If K6000 only has 65536 registers, the performance I got seems reasonable since evenly each thread only has 64 registers.
Where can I confirm this information?

  1. run deviceQuery and look at the line that says “Total number of registers available per block”

or

  1. the programming guide:

http://docs.nvidia.com/cuda/cuda-c-programming-guide/index.html#features-and-technical-specifications__technical-specifications-per-compute-capability

not sure what compute capability your device is? run deviceQuery or look it up here:

https://developer.nvidia.com/cuda-gpus

From the cuda-gpus page, K6000 has compute capability 3.5

From the programming guide (table 13) a compute 3.5 device has:

Maximum number of 32-bit registers per thread block: 64 K

Thank you very much, txbob.

I double check the parameters in your first link.
Maximum number of 32-bit registers per thread block 32 K 64 K 32 K
Maximum number of 32-bit registers per thread 63 255

To my understanding, the register file in all released GPU cards even including Maxwell doesn’t have 256k.The maximum is 64k. If 1024 threads are used per block, each thread can only get 64 registers evenly and can never get 255 registers evenly, is it right?
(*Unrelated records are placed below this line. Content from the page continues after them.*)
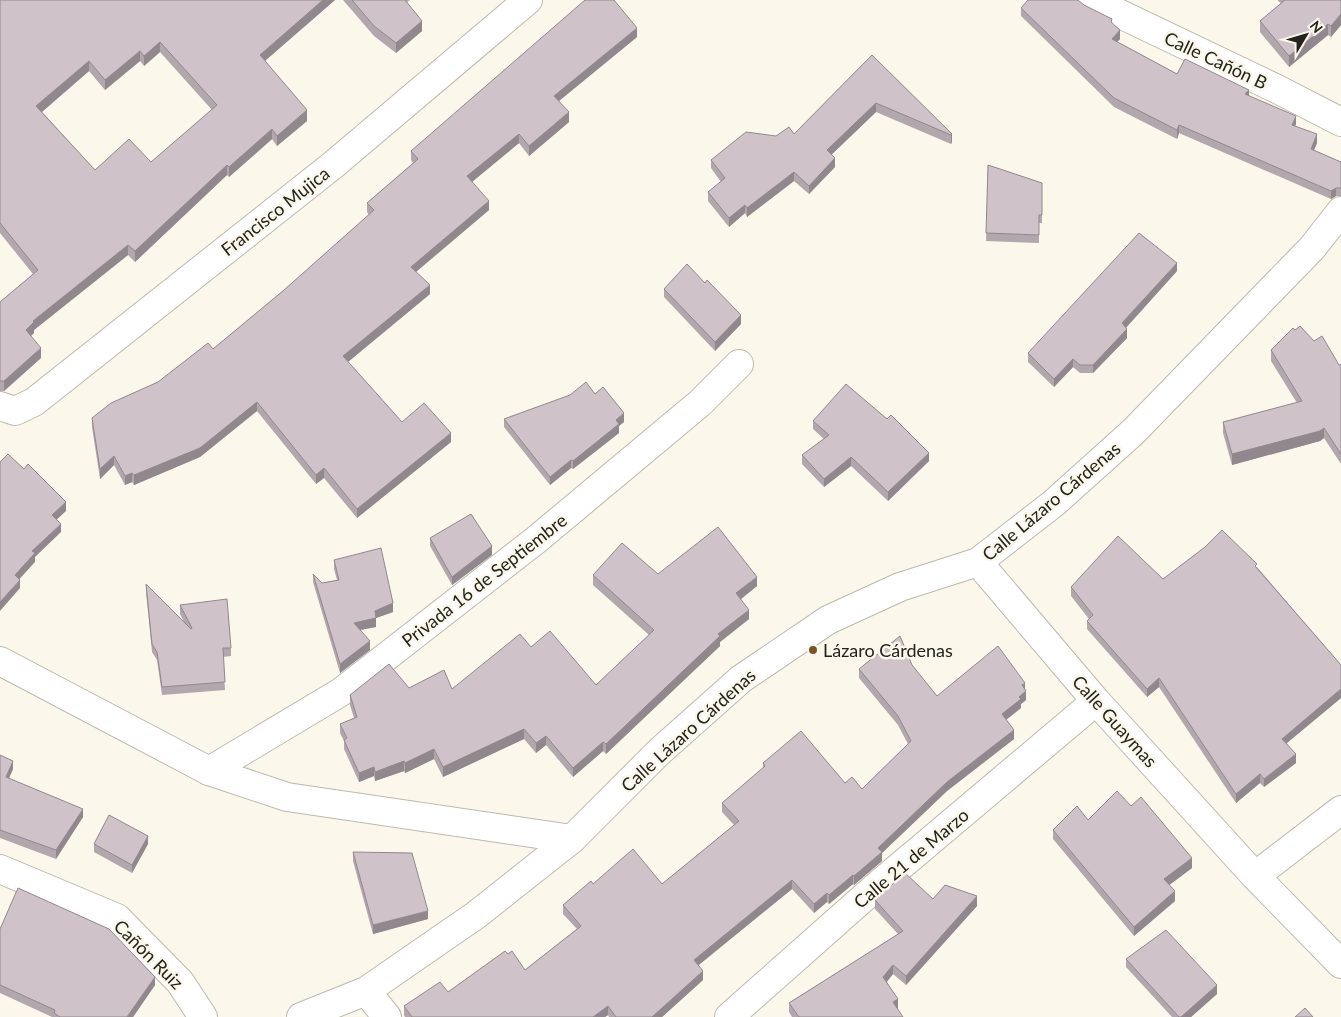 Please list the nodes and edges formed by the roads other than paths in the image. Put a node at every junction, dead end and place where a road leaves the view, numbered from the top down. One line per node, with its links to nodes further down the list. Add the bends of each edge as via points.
1 (528, 0): 6 (street, Francisco Mujica, via 318,177 34,402)
2 (1090, 0): 3 (street, Calle Cañón B)
3 (1341, 122)
4 (1341, 211): 7 (street, Calle Lázaro Cárdenas, via 1312,248 1133,432 1054,503)
5 (739, 364): 10 (street, Privada 16 de Septiembre, via 700,403 544,533 341,692)
6 (8, 408)
7 (978, 562): 9 (street, Calle Guaymas); 12 (street, Calle Lázaro Cárdenas, via 900,587 828,620 741,679 659,752)
8 (0, 661): 10 (street)
9 (1096, 701): 14 (street, Calle Guaymas); 20 (street, Calle 21 de Marzo, via 878,885)
10 (209, 770): 12 (street, via 287,797)
11 (1341, 810): 14 (street)
12 (572, 839): 16 (street, Calle Lázaro Cárdenas, via 476,915)
13 (0, 870): 17 (street, Cañón Ruiz, via 117,918 180,982)
14 (1256, 876): 15 (street, Calle Guaymas)
15 (1341, 964)
16 (366, 991): 18 (street, Calle Lázaro Cárdenas); 19 (street)
17 (203, 1017)
18 (301, 1017)
19 (387, 1017)
20 (729, 1017)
If I am right, I think you need to revise your article in the blog, that is http://devblogs.nvidia.com/parallelforall/maxwell-most-advanced-cuda-gpu-ever-made/.
They mentioned the register file is 256k.
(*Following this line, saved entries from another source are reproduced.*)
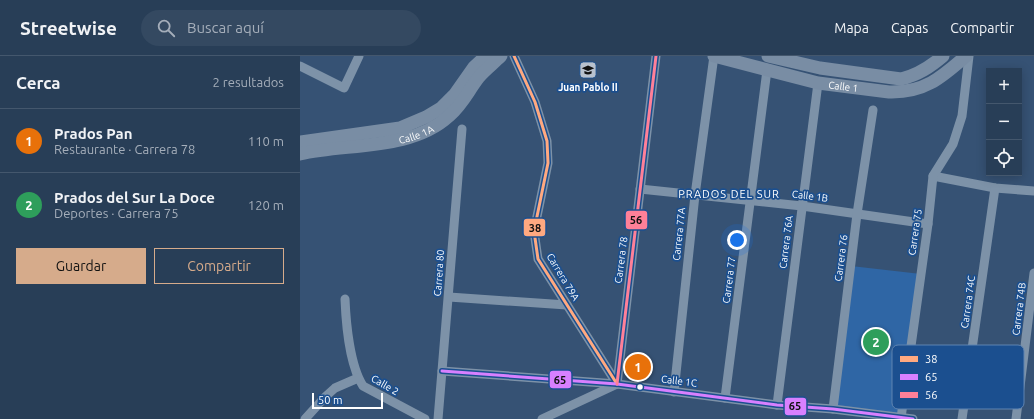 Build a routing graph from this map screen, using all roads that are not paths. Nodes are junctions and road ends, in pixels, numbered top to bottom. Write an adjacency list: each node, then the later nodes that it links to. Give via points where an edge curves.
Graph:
1 (359, 56): 10 (street, via 344,88)
2 (486, 56): 13 (street, Calle 1A, via 474,67)
3 (501, 56): 13 (street, Calle 1A)
4 (514, 56): 30 (street, Carrera 79A, via 536,102 547,141 548,163 534,231 538,259)
5 (656, 56): 20 (street, Carrera 78)
6 (714, 56): 11 (street, Calle 1); 22 (street, Carrera 77A)
7 (768, 56): 8 (street, Calle 1, via 820,68 901,79 923,71)
8 (943, 56)
9 (967, 56): 12 (street, Calle 1, via 945,74 917,89 889,92); 18 (street, Carrera 75, via 962,116 953,144)
10 (300, 66)
11 (767, 70): 12 (street, Calle 1); 23 (street, Carrera 77)
12 (818, 83): 24 (street, Carrera 76A)
13 (458, 99): 16 (street, Calle 1A, via 426,118 400,128); 17 (street, Calle 1A, via 448,117 433,128 400,141)
14 (873, 110): 25 (street, Carrera 76)
15 (462, 129): 28 (street, Carrera 80)
16 (300, 142)
17 (300, 154)
18 (933, 176): 19 (street); 26 (street, Carrera 75)
19 (995, 188): 21 (street); 32 (street, Carrera 74C)
20 (640, 189): 22 (street, Calle 1B); 36 (street, Carrera 78)
21 (1034, 191)
22 (694, 195): 23 (street, Calle 1B); 37 (street, Carrera 77A)
23 (750, 200): 24 (street, Calle 1B); 38 (street, Carrera 77)
24 (802, 206): 25 (street, Calle 1B); 39 (street, Carrera 76A)
25 (857, 214): 26 (street, Calle 1B); 40 (street, Carrera 76)
26 (928, 224): 31 (street, Carrera 75)
27 (1034, 273): 33 (street, Carrera 74B)
28 (449, 297): 30 (street); 34 (street, Carrera 80)
29 (345, 299): 35 (street, via 347,327)
30 (567, 305): 36 (street, Carrera 79A)
31 (911, 345)
32 (973, 345)
33 (1024, 354)
34 (442, 371): 36 (street, Calle 1C); 47 (street, Carrera 80)
35 (358, 378): 45 (street, via 335,388); 46 (street, Calle 2, via 363,386)
36 (617, 384): 37 (street, Calle 1C); 48 (street)
37 (674, 392): 38 (street, Calle 1C)
38 (725, 398): 39 (street, Calle 1C)
39 (777, 405): 40 (street, Calle 1C)
40 (833, 409): 44 (street, Calle 1C)
41 (902, 409): 44 (street, Carrera 75)
42 (963, 409): 50 (street, Carrera 74C)
43 (1017, 409): 51 (street, Carrera 74B)
44 (901, 418): 49 (street, Calle 1C)
45 (305, 419)
46 (424, 419)
47 (438, 419)
48 (542, 419)
49 (913, 419)
50 (962, 419)
51 (1016, 419)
That blog mentions the register file as 256KB, not 256k. Please reread it:

Register File Size / SM	256KB	256KB

256KB is 256 kilobytes. Since each 32-bit register is composed of 4 bytes, the numbers are in agreement.

64K registers is 256KB.

And while your question doesn’t directly touch on this, you should be aware that some GPUs (cc3.7, for example) have a register file on the SM which is larger than the register file that is available to a given threadblock. You can observe this by studying the table 13 previously linked and look at the “Maximum number of 32-bit registers per thread block” line as well as the line above it “Number of 32-bit registers per multiprocessor”